Thursday, April 2, 2009

Magazine Cover Policy

I have held the view since The Biking Life's creation that the cover was not for sale. While I doubt The Biking Life will ever win any magazine industry awards it does please me to know that we try and follow the same guidelines as legitimate magazines. It has always seemed that the cover of The Biking Life should be about making you want to pick it up and not about lining my pockets. This may have cost me some but in the long run I believe it has given me credibility. Thanks for making us part of your biking life.


The following is from AdAge an industry publication and speaks to this very issue.

Scholastic Parent and Child just went all the way and published an ad directly on its April cover, with another one planned for May. That set off alarms around the magazine business. Covers need protection from advertisers' influence, according to industry orthodoxy, if magazines are going to retain readers' relatively strong trust.

ASME says off-limits
Now it sounds like the American Society of Magazine Editors, whose guidelines declare covers off-limits to advertisers, is gearing up to address marketers' growing familiarity with those covers.

"We want to make sure that everybody in the industry understands why the cover is important," said CEO Sid Holt. "We're happy to articulate those reasons. The ASME guidelines reflect long-standing industry practice. In the case of the cover, the use of the cover for editorial and circulation purposes is a use that's two and a half centuries old.

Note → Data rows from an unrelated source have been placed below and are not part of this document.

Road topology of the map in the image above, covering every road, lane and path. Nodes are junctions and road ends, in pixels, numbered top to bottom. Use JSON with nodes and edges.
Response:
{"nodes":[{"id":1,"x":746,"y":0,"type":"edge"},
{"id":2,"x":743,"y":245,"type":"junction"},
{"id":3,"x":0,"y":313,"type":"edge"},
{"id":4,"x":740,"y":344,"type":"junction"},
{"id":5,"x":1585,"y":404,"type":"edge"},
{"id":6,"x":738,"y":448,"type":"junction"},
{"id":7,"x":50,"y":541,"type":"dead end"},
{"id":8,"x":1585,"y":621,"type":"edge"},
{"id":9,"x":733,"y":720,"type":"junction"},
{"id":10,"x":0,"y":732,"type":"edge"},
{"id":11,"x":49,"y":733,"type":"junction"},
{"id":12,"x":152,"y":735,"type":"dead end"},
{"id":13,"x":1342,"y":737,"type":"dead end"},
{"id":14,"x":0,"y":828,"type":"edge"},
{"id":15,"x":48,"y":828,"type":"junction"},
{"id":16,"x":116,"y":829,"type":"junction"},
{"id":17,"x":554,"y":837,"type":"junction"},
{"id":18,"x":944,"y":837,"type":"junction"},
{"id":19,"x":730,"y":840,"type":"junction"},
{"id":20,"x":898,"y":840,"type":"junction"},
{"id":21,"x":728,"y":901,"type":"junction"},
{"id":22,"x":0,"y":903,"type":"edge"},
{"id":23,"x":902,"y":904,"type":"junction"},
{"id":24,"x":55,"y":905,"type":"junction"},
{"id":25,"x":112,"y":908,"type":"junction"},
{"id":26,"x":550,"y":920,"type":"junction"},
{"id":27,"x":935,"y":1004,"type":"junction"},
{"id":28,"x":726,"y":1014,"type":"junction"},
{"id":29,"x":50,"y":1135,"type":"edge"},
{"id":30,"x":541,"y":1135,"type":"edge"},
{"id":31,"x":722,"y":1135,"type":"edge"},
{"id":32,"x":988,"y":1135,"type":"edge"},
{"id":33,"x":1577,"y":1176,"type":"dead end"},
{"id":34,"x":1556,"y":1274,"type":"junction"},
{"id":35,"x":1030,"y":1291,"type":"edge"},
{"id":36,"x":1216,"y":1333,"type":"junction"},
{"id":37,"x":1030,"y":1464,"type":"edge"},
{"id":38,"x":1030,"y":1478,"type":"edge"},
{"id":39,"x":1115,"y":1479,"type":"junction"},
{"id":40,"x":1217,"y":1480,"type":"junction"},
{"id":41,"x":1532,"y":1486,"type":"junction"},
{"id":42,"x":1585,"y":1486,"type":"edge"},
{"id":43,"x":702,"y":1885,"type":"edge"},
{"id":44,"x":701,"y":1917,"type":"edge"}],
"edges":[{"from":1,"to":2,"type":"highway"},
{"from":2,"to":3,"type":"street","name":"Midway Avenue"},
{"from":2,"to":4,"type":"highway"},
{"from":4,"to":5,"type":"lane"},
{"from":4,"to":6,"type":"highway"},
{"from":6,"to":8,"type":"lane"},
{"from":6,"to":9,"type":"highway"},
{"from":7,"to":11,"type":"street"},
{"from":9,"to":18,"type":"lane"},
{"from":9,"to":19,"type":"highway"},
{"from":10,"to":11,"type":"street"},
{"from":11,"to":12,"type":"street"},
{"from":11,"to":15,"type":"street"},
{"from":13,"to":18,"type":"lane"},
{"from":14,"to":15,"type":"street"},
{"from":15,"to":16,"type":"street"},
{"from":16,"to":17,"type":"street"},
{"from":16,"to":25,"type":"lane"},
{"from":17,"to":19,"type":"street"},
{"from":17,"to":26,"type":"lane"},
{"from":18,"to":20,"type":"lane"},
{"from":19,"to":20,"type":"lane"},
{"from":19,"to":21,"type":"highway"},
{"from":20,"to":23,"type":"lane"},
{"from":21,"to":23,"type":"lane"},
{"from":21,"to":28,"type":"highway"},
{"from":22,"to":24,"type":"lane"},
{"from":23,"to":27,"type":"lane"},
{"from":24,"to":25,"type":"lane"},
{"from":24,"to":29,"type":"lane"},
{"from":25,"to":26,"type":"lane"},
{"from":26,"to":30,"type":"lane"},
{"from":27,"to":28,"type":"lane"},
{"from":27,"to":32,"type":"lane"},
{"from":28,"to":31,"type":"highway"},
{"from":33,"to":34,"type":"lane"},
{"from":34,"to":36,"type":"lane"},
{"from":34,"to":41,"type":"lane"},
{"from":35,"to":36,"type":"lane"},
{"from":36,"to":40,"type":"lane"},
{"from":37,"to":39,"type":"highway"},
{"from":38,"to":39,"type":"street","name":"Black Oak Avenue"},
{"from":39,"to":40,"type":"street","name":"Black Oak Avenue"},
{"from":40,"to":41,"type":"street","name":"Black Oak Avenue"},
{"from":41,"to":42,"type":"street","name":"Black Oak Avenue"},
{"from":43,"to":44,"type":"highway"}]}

"Parent and Child is a black-and-white violation of the guidelines, and we will be taking the appropriate action," Mr. Holt said. "The guidelines say quite explicitly that for repeated and willful violations the magazine can be barred from competing in the National Magazine Awards."

ASME hasn't come to any conclusions regarding any other covers, but the creative cover executions by Entertainment Weekly and ESPN have been brought to its attention, Mr. Holt said. "We're going to be taking a look at them."

Skirting the boundaries
ESPN said it permitted the ad after careful consideration -- but, looking back, may have skirted the boundaries. "We would never move forward with anything we felt infringed upon the magazine's editorial integrity," a spokeswoman said.

"In retrospect, we may have pushed the envelope in this case," she said, "but we continue to innovate and experiment, both editorially and in our advertising, to deliver one of the most compelling magazines on the market."

Esquire has said repeatedly that its editorial department, not the business side, is driving its cover innovations.

A spokeswoman for Entertainment Weekly said its "notch cover" ad was proper. "The ad is separate and distinct from the cover, is clearly labeled and does not have any logos, so it is very clear to our readers that this is simply an invitation to view the ad," she said. "We also made sure there was no connection between the ad and our cover subject, so we have no concerns about crossing ASME guidelines."

Rolling Stone said it published the "Gossip Girls" cover an extra time only to get the vertical gatefold done, not to otherwise involve the front cover in advertising. "The one without cover lines was printed ahead of the one with the cover lines in order to accommodate the production process we had to go through in order to get that flap," said Matt Mastrangelo, executive director-corporate sales and marketing at Rolling Stone.

"I've gotten three different e-mails from agencies that thought it was an amazing idea and amazing execution," said William Schenck, publisher of Rolling Stone.